The Intersection of Enterprise Apps and User Experience

12 09 2012

Organizations are adopting mobile as a prominent customer interaction channel.  Yet, developing and testing mobile apps is not an easy proposition. With limited screen size, mobile platforms present a unique challenge to developers. It is necessary to develop a robust enterprise mobile app with a functional user experience.

Unlike the desktop – where unused pixels often become jumbles of extraneous content – the mobile experience necessitates design simplicity.

When designing a mobile experience, it is not enough to scale down existing desktop applications. Mobile enterprise apps need to be thought of differently – the comparison between desktop and mobile apps should stop at the idea that both focus on what the end-user needs to achieve.

Consider the difference between interacting via a mouse and keyboard, and using a touch-screen for navigation. How about a website versus its mobile version?

Long-winded text or data entry is fine on a desktop with a browser. To require the same amount of effort while a user operates a shopping app in the middle of a crowded grocery store is to guarantee a bad user experience.

Developing a mobile app for the enterprise means breaking the experience down into its essential parts. Developers must consider what employees or other end-users need and answer with the most efficient way of achieving those goals by taking advantage of the capabilities mobile devices offer.

Location-based services and video are just some of the many innovations available to developers. If the essential way to send information to a client is to photograph a barcode, incorporate that feature into the app.

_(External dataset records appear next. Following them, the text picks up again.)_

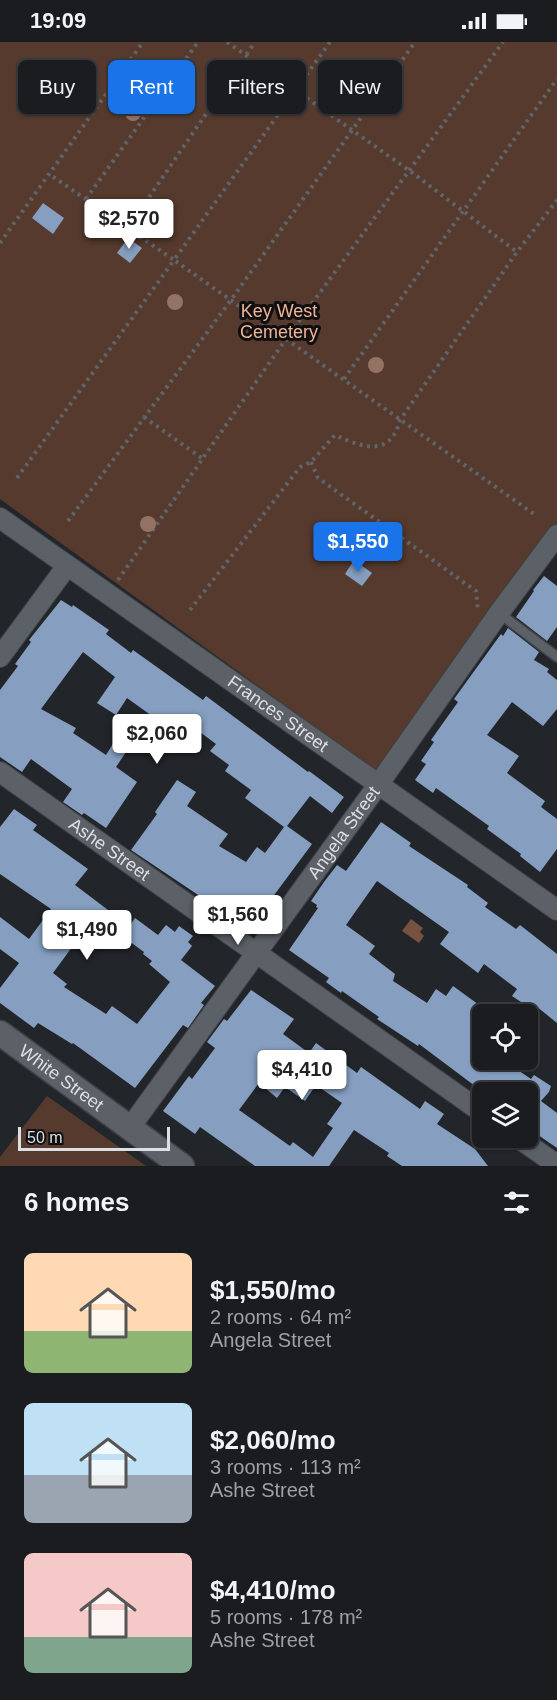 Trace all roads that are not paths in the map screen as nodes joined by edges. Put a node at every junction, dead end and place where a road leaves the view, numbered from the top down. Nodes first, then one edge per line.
1 (0, 518) edge
2 (557, 534) edge
3 (67, 566) junction
4 (498, 613) junction
5 (0, 657) edge
6 (557, 657) edge
7 (0, 772) edge
8 (378, 785) junction
9 (557, 910) edge
10 (256, 953) junction
11 (0, 1033) edge
12 (472, 1105) edge
13 (129, 1129) junction
14 (533, 1148) edge
15 (557, 1165) edge
16 (182, 1166) edge

1 - 3 street, Frances Street
2 - 4 street, Angela Street
3 - 5 street
3 - 8 street, Frances Street
4 - 6 lane
4 - 8 street, Angela Street
7 - 10 street, Ashe Street
8 - 9 street, Frances Street
8 - 10 street, Angela Street
10 - 12 street, Ashe Street
10 - 13 street, Angela Street
11 - 13 street, White Street
13 - 16 street, White Street
14 - 15 street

Though, if an app designed to provide easy-to-follow baking instructions continues to ask users for their locations, then it will become unnecessarily frustrating. The built-in tools on mobile devices can be used effectively but their strengths can easily spell the demise of an overzealous app.

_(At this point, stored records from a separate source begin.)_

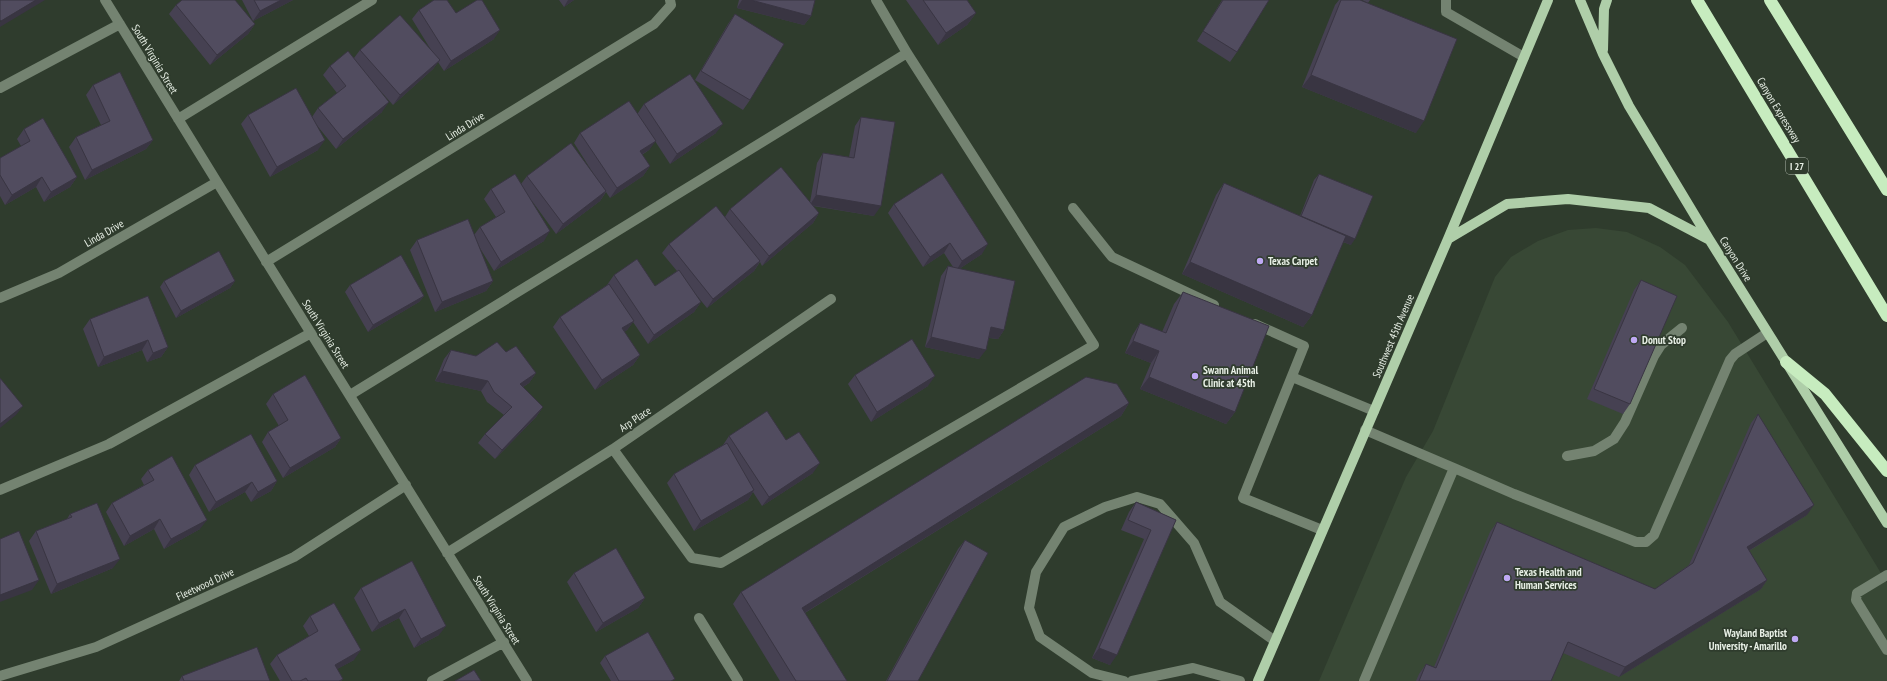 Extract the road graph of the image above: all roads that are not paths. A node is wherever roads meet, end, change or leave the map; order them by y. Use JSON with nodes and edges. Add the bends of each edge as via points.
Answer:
{"nodes":[{"id":1,"x":105,"y":0,"type":"edge"},
{"id":2,"x":372,"y":0,"type":"edge"},
{"id":3,"x":876,"y":0,"type":"edge"},
{"id":4,"x":1446,"y":0,"type":"edge"},
{"id":5,"x":1548,"y":0,"type":"edge"},
{"id":6,"x":1580,"y":0,"type":"edge"},
{"id":7,"x":1607,"y":0,"type":"edge"},
{"id":8,"x":1697,"y":0,"type":"edge"},
{"id":9,"x":1770,"y":0,"type":"edge"},
{"id":10,"x":671,"y":2,"type":"edge"},
{"id":11,"x":120,"y":24,"type":"junction"},
{"id":12,"x":907,"y":53,"type":"junction"},
{"id":13,"x":1603,"y":54,"type":"junction"},
{"id":14,"x":1524,"y":57,"type":"junction"},
{"id":15,"x":0,"y":88,"type":"edge"},
{"id":16,"x":178,"y":119,"type":"junction"},
{"id":17,"x":217,"y":182,"type":"junction"},
{"id":18,"x":1887,"y":190,"type":"edge"},
{"id":19,"x":1073,"y":208,"type":"dead end"},
{"id":20,"x":1448,"y":239,"type":"junction"},
{"id":21,"x":1709,"y":239,"type":"junction"},
{"id":22,"x":266,"y":262,"type":"junction"},
{"id":23,"x":0,"y":298,"type":"edge"},
{"id":24,"x":831,"y":299,"type":"dead end"},
{"id":25,"x":1225,"y":310,"type":"edge"},
{"id":26,"x":1887,"y":316,"type":"edge"},
{"id":27,"x":1247,"y":320,"type":"edge"},
{"id":28,"x":1682,"y":328,"type":"dead end"},
{"id":29,"x":310,"y":333,"type":"junction"},
{"id":30,"x":1767,"y":333,"type":"junction"},
{"id":31,"x":1786,"y":362,"type":"junction"},
{"id":32,"x":1292,"y":377,"type":"junction"},
{"id":33,"x":350,"y":395,"type":"junction"},
{"id":34,"x":1374,"y":412,"type":"junction"},
{"id":35,"x":1365,"y":430,"type":"junction"},
{"id":36,"x":613,"y":449,"type":"junction"},
{"id":37,"x":1567,"y":456,"type":"dead end"},
{"id":38,"x":1454,"y":468,"type":"junction"},
{"id":39,"x":1887,"y":471,"type":"edge"},
{"id":40,"x":406,"y":485,"type":"junction"},
{"id":41,"x":0,"y":490,"type":"edge"},
{"id":42,"x":1887,"y":522,"type":"edge"},
{"id":43,"x":1322,"y":530,"type":"junction"},
{"id":44,"x":447,"y":553,"type":"junction"},
{"id":45,"x":1887,"y":575,"type":"edge"},
{"id":46,"x":699,"y":618,"type":"dead end"},
{"id":47,"x":1275,"y":641,"type":"junction"},
{"id":48,"x":504,"y":642,"type":"junction"},
{"id":49,"x":1887,"y":650,"type":"edge"},
{"id":50,"x":0,"y":676,"type":"edge"},
{"id":51,"x":432,"y":681,"type":"edge"},
{"id":52,"x":527,"y":681,"type":"edge"},
{"id":53,"x":738,"y":681,"type":"edge"},
{"id":54,"x":1124,"y":681,"type":"edge"},
{"id":55,"x":1132,"y":681,"type":"edge"},
{"id":56,"x":1240,"y":681,"type":"edge"},
{"id":57,"x":1258,"y":681,"type":"edge"},
{"id":58,"x":1364,"y":681,"type":"edge"}],
"edges":[{"from":1,"to":11,"type":"street","name":"South Virginia Street"},
{"from":2,"to":16,"type":"street"},
{"from":3,"to":12,"type":"street"},
{"from":4,"to":14,"type":"street","via":[[1446,12]]},
{"from":5,"to":14,"type":"main road","name":"Southwest 45th Avenue"},
{"from":6,"to":13,"type":"main road","name":"Canyon Drive"},
{"from":7,"to":13,"type":"main road","via":[[1604,9]]},
{"from":8,"to":26,"type":"highway","name":"Canyon Expressway","number":"I 27"},
{"from":9,"to":18,"type":"highway"},
{"from":10,"to":22,"type":"street","name":"Linda Drive","via":[[654,24]]},
{"from":11,"to":15,"type":"street"},
{"from":11,"to":16,"type":"street","name":"South Virginia Street"},
{"from":12,"to":33,"type":"street"},
{"from":12,"to":36,"type":"street","via":[[1094,345],[722,563],[692,558]]},
{"from":13,"to":21,"type":"main road","name":"Canyon Drive","via":[[1629,106]]},
{"from":14,"to":20,"type":"main road","name":"Southwest 45th Avenue"},
{"from":16,"to":17,"type":"street","name":"South Virginia Street"},
{"from":17,"to":22,"type":"street","name":"South Virginia Street"},
{"from":17,"to":23,"type":"street","name":"Linda Drive","via":[[59,273]]},
{"from":19,"to":25,"type":"street","via":[[1112,257]]},
{"from":20,"to":21,"type":"main road","via":[[1507,204],[1568,199],[1649,208]]},
{"from":20,"to":34,"type":"main road","name":"Southwest 45th Avenue"},
{"from":21,"to":30,"type":"main road","name":"Canyon Drive"},
{"from":22,"to":29,"type":"street","name":"South Virginia Street"},
{"from":24,"to":36,"type":"street","name":"Arp Place"},
{"from":27,"to":32,"type":"street","via":[[1304,346]]},
{"from":28,"to":37,"type":"street","via":[[1661,345],[1654,356],[1625,422],[1614,439],[1594,451]]},
{"from":29,"to":33,"type":"street","name":"South Virginia Street"},
{"from":29,"to":41,"type":"street","via":[[109,444]]},
{"from":30,"to":31,"type":"main road","name":"Canyon Drive"},
{"from":30,"to":38,"type":"street","via":[[1730,360],[1654,535],[1646,542],[1636,542]]},
{"from":31,"to":39,"type":"highway","via":[[1825,394]]},
{"from":31,"to":42,"type":"main road","name":"Canyon Drive"},
{"from":32,"to":34,"type":"street"},
{"from":32,"to":43,"type":"street","via":[[1243,498]]},
{"from":33,"to":40,"type":"street","name":"South Virginia Street"},
{"from":34,"to":35,"type":"main road","name":"Southwest 45th Avenue"},
{"from":35,"to":38,"type":"street"},
{"from":35,"to":43,"type":"main road","name":"Southwest 45th Avenue"},
{"from":36,"to":44,"type":"street","name":"Arp Place"},
{"from":38,"to":58,"type":"street"},
{"from":40,"to":44,"type":"street","name":"South Virginia Street"},
{"from":40,"to":50,"type":"street","name":"Fleetwood Drive","via":[[294,557],[96,647]]},
{"from":43,"to":47,"type":"main road","name":"Southwest 45th Avenue"},
{"from":44,"to":48,"type":"street","name":"South Virginia Street"},
{"from":45,"to":49,"type":"street","via":[[1857,592],[1856,600]]},
{"from":46,"to":53,"type":"street"},
{"from":47,"to":54,"type":"street","via":[[1220,602],[1194,542],[1160,504],[1137,497],[1105,507],[1064,527],[1036,572],[1029,608],[1040,637],[1092,673]]},
{"from":47,"to":57,"type":"main road","name":"Southwest 45th Avenue"},
{"from":48,"to":51,"type":"street"},
{"from":48,"to":52,"type":"street","name":"South Virginia Street"},
{"from":55,"to":56,"type":"street","via":[[1193,668]]}]}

Because of the size constraint and the litany of features available to developers, mobile devices can be double-edged swords. But if leveraged appropriately, the features mobile phones offer can help define a strong user experience.

Developing an efficient user experience is only the first step. Just as developing a piece of software precludes it from being released without proper quality assurance, developing a mobile app – that users do not have the time or bandwidth to update constantly – without ensuring its functionality first is a sure way to provide a bad user experience.

An app developed under the constraints of mobile functionality and screen sizes needs to be tested within the same parameters. Much like testing a desktop app requires quality assurance from mouse clicks to window resizing, the testing of a mobile app needs to include button presses and screen swipes.

As a QA manager tests desktop applications using a desktop computer, a mobile QA manager should test mobile apps using actual devices. This ensures the user experience testing is captured accurately through the eyes of the user.

Mobile platforms have opened a new world of possibilities – and constraints – to enterprise app developers. Ensuring the customer can effectively use mobile apps is a critical component of the customer experience. Developing and testing mobile apps with the customer in mind will help ensure businesses achieve intelligent mobile user experiences.